Happy Tuesday, Luxor Mining crew!
Another day, another Chinese Bitcoin ban—though this go-round, it’s looking like the CCP means more serious business than usual.
We’ll get to more of the why and how this ban is the strictest yet below, but since the CCP’s new restriction dropped last week, we’ve seen the following from China’s crypto base:
- The largest Ethereum mining pool is closing up shop
- Coingecko and CoinMarketCap now blocked by China’s internet firewall
- Exchanges move to sweep remaining Chinese users from their trading books
- USDT trading at a discount to the yuan
- Alibaba discontinuing ASIC sales on its marketplace
Folks in the west like to hand-wave these “bans” (“We’ve seen this before!”; “Not the China FUD again!”), but by all markers this crackdown is the severest yet, and judging by the initial response, China’s crypto community isn’t taking any chances to dance around the dragon this time.
We’re going to crunch some numbers first, but the rest of the newsletter will focus on dissecting this issue and what it means in light of China’s provincial mining bans from earlier this year.
Hashprice: The news from China left an unfavorable impression on crypto markets, with bitcoin down roughly 5% since the news circulated.
And y’all know what that means!

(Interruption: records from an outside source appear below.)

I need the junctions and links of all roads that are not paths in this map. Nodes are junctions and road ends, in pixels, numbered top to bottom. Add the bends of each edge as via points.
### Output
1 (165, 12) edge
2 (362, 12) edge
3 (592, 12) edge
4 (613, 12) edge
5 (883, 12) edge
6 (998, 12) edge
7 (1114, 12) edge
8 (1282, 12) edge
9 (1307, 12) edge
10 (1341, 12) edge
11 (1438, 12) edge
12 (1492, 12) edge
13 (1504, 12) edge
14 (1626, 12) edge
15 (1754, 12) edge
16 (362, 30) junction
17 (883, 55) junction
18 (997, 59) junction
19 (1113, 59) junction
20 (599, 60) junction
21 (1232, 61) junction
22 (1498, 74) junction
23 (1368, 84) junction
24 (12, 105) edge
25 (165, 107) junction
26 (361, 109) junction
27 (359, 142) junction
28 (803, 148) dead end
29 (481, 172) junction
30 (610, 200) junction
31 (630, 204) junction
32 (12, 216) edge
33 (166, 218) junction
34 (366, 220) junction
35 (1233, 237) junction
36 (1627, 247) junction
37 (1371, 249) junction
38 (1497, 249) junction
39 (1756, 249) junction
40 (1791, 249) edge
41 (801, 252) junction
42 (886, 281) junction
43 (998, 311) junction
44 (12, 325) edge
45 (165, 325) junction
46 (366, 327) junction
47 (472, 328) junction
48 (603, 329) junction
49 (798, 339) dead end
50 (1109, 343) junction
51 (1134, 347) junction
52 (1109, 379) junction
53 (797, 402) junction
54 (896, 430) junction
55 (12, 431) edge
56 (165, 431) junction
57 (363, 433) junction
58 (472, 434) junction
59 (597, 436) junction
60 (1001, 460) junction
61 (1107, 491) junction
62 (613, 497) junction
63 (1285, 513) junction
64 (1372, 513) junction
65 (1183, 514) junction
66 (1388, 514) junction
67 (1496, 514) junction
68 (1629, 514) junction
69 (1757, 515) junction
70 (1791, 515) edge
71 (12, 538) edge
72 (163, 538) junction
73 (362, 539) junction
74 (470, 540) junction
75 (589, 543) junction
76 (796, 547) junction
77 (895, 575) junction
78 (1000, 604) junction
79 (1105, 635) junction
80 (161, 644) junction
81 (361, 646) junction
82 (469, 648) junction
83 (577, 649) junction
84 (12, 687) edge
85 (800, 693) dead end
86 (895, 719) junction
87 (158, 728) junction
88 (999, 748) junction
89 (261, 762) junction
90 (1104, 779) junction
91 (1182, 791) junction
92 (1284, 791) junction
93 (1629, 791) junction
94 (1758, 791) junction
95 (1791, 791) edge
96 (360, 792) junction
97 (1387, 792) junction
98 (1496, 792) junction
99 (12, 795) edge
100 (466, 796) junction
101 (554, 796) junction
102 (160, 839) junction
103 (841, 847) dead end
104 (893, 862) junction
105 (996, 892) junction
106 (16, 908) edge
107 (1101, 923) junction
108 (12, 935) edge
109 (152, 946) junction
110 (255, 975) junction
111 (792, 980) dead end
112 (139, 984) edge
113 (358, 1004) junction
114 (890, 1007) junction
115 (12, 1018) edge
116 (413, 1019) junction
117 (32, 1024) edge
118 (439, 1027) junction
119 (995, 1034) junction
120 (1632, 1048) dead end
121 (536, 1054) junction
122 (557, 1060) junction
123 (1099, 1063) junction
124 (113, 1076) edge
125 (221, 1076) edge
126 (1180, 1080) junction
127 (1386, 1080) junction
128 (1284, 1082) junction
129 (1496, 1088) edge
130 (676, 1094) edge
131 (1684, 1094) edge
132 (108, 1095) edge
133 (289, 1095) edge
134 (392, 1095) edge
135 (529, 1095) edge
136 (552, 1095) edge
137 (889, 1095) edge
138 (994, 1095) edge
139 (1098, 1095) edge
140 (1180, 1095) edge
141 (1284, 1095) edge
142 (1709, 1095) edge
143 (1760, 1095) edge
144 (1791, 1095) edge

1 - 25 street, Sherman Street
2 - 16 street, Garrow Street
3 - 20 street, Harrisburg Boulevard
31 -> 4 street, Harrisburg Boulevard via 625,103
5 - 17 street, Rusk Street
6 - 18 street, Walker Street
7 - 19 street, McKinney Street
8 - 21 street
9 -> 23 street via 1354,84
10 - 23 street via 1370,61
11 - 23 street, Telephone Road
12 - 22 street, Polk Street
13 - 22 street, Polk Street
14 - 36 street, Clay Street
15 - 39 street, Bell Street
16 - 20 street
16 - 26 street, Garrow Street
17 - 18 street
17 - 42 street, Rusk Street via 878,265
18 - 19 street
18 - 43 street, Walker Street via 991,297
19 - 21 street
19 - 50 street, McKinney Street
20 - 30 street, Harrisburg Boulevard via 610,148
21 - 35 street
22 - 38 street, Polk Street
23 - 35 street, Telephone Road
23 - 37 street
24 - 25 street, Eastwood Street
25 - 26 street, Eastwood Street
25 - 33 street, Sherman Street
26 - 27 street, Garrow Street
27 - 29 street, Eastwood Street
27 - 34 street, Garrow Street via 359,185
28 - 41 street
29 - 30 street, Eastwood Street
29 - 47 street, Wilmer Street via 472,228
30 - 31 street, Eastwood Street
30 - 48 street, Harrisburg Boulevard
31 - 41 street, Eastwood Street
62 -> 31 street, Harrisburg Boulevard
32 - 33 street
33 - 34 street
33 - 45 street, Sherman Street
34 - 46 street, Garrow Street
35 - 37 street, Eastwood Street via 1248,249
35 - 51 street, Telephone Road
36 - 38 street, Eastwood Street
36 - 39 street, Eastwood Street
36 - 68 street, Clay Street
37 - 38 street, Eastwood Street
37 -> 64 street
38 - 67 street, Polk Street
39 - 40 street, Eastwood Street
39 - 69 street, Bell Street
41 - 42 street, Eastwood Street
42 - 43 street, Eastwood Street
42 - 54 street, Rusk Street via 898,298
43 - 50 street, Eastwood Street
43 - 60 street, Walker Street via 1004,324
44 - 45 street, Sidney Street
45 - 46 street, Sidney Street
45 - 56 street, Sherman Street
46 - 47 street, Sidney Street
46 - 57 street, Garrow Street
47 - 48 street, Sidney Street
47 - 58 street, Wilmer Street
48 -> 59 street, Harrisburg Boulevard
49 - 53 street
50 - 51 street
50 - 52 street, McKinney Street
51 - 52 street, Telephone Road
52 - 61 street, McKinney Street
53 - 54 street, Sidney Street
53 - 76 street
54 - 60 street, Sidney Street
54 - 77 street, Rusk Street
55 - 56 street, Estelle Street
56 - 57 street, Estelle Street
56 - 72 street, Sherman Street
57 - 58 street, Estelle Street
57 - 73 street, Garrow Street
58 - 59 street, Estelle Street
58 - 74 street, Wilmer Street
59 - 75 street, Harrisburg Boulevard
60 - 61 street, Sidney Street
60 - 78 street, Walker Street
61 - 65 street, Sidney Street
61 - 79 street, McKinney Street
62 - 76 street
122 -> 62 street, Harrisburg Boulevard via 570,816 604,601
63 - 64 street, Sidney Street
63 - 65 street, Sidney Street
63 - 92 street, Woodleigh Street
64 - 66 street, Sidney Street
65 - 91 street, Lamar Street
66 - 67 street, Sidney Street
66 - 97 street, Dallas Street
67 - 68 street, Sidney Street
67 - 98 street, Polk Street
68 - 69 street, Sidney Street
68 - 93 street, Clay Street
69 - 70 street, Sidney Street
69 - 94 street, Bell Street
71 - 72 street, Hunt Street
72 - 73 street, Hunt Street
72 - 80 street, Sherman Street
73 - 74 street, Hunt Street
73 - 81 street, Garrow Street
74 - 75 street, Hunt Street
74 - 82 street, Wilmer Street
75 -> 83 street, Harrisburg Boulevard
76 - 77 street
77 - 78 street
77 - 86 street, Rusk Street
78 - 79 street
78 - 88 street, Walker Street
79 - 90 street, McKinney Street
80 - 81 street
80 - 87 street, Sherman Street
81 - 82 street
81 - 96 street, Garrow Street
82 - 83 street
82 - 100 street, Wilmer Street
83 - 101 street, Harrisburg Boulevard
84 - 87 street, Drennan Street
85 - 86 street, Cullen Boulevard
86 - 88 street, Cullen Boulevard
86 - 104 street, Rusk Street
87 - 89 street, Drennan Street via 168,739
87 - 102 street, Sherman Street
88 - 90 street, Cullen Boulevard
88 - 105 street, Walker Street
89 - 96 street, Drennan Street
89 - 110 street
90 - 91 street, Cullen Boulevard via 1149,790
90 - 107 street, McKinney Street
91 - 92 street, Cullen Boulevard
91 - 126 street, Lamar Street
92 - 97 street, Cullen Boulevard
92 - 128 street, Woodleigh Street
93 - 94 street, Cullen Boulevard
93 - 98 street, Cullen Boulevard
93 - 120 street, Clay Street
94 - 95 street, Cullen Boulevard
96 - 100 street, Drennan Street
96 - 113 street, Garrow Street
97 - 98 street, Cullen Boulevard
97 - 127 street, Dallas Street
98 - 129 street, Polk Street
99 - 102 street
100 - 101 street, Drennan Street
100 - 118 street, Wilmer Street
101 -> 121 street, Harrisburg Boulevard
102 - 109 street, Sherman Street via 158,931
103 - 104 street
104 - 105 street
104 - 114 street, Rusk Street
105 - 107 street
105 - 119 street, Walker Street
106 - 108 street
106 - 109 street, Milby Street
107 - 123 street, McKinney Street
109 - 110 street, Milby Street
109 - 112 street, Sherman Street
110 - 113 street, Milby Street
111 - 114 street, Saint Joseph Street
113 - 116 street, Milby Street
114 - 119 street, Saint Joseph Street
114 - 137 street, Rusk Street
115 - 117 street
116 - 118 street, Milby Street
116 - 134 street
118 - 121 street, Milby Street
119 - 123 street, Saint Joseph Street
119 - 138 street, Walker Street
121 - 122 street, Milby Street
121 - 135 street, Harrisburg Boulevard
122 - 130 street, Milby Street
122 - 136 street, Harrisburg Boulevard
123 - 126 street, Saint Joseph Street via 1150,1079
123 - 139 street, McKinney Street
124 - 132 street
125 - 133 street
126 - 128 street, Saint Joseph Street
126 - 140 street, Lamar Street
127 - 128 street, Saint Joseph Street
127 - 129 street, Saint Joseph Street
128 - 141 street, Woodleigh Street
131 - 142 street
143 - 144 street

Yep, hashprice is down too, around $0.2779 at the time of writing.
Hashrate: Bitcoin’s hashrate is still sluggin’ along, with little-to-no change over the week at 137 EH on the 7 day moving average.
Rig Price: Rig prices are starting to diverge. Newer models, for example, rose a teensy bit last week, while older models fell as miners continue to seek out newer equipment and sell older rigs.
- 38 J/TH: $98.89 (+0.7%)
- 38-60 J/TH: $70.09 (+0.4%)
- 60-100 J/TH: $39.90 (-2.3%)
- 100 J/TH: $19.19 (-10%)
Crypto Mining Stock Index: Mining stocks are not looking too hot right now. Prices have fallen off a cliff since the recent China news (even though, in theory, this is good for North American companies), and our index is down 3% on the week.
China Imposes Strictest Restrictions Yet on Crypto, Mining
This September, China’s central government issued new restrictions on both cryptocurrency mining and cryptocurrency use/business at large.
The first of these new crackdowns came on September 3, when the CCP reinforced the provincial bans on crypto mining that were rolled out this past summer. In a document discussing these new mandates, the menu of statutes states that it’s now illegal to provide financial services to cryptocurrency miners and that it’s also illegal for mining operations to draw power in the nation. Additionally, the CCP has added mining to its “eliminated industries” list.
The second, which was circulated internally in the Chinese government on September 15 but released to the public on September 24, levies new restrictions against cryptocurrency use in the country. In a nutshell, the new crackdown makes transacting cryptocurrencies, selling/buying cryptocurrencies, and generally any crypto-related activity (particularly for businesses) illegal.
But nothing new under the sun, right? Cryptocurrency exchanges have been blackballed by Chinese officials for years, and banks have been ordered to not service crypto-related transactions for some time as well, right?
It’s true that crypto activity in China has long skulked about in the shadow realm of finance, but the latest mandates from the CCP are now shining a light on such activities explicitly as financial crimes. The document which outlines the new rules against crypto at large, for instance, is signed by 10 Chinese governing bodies (the most ever of any anti-crypto mandate from the Chinese government), including the Chinese Supreme Court and the Supreme People’s Procuratorate and the Public Security Bureau, the latter two being China’s most powerful law enforcing bodies.
Put differently, China is bringing enforcement into the criminal realm, whereas before enforcement was left up to civil agencies. China is signaling that the buck (or satoshi, if you please) stops here, it seems.
Which Way, Crypto Man?
China’s latest restrictions mandate that financial service providers and internet providers must ramp up their scrutiny of crypto-related services and content, hence the addition of popular coin price trackers to the Great Firewall. Chinese citizens who work for off-shore crypto companies could be prosecuted under the new rules, as well.
Unsurprising as the CCP’s hardass stance may seem, we’re still left with questions, like what the new statutes mean for cryptocurrency ownership (which is protected as virtual property under Chinese law and which the current mandate did not mention).
Another question conjured by this crackdown, what does this mean for ASIC manufacturing in China? Will Bitmain stop producing in country? From where we’re standing, this seems inevitable. It’s likely that Bitmian will have to shift manufacturing capacity to its Malaysian and Indonesian facilities (Whatsminer, who produces machines in Thailand, will be largely unaffected here).
If this happens, then it will send bigger wrinkles through the already severely ruffled ASIC supply chain, disrupted as it has been by chip shortages and constipated shipping logistics.
Think ASICs are expensive now? Next year is looking like a “hold my beer”moment for higher prices still if this comes to pass…
And on that pleasant note, have a great week, and Happy Hashing!